Adaptation and Attention for Neural Video Coding
- URL: http://arxiv.org/abs/2112.08767v1
- Date: Thu, 16 Dec 2021 10:25:49 GMT
- Title: Adaptation and Attention for Neural Video Coding
- Authors: Nannan Zou, Honglei Zhang, Francesco Cricri, Ramin G. Youvalari, Hamed
R. Tavakoli, Jani Lainema, Emre Aksu, Miska Hannuksela, Esa Rahtu
- Abstract summary: We propose an end-to-end learned video that introduces several architectural novelties as well as training novelties.
As one architectural novelty, we propose to train the inter-frame model to adapt the motion estimation process based on the resolution of the input video.
A second architectural novelty is a new neural block that combines concepts from split-attention based neural networks and from DenseNets.

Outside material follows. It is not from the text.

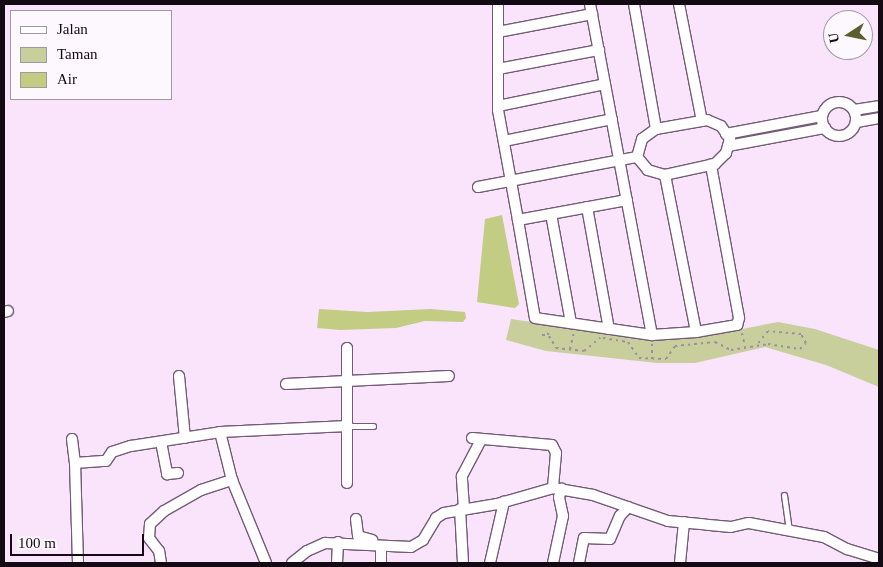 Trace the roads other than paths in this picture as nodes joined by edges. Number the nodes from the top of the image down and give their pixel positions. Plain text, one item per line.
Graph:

- Score: 23.116987835862314
- License: http://arxiv.org/licenses/nonexclusive-distrib/1.0/
- Abstract: Neural image coding represents now the state-of-the-art image compression
approach. However, a lot of work is still to be done in the video domain. In
this work, we propose an end-to-end learned video codec that introduces several
architectural novelties as well as training novelties, revolving around the
concepts of adaptation and attention. Our codec is organized as an intra-frame
codec paired with an inter-frame codec. As one architectural novelty, we
propose to train the inter-frame codec model to adapt the motion estimation
process based on the resolution of the input video. A second architectural
novelty is a new neural block that combines concepts from split-attention based
neural networks and from DenseNets. Finally, we propose to overfit a set of
decoder-side multiplicative parameters at inference time. Through ablation
studies and comparisons to prior art, we show the benefits of our proposed
techniques in terms of coding gains. We compare our codec to VVC/H.266 and
RLVC, which represent the state-of-the-art traditional and end-to-end learned
codecs, respectively, and to the top performing end-to-end learned approach in
2021 CLIC competition, E2E_T_OL. Our codec clearly outperforms E2E_T_OL, and
compare favorably to VVC and RLVC in some settings.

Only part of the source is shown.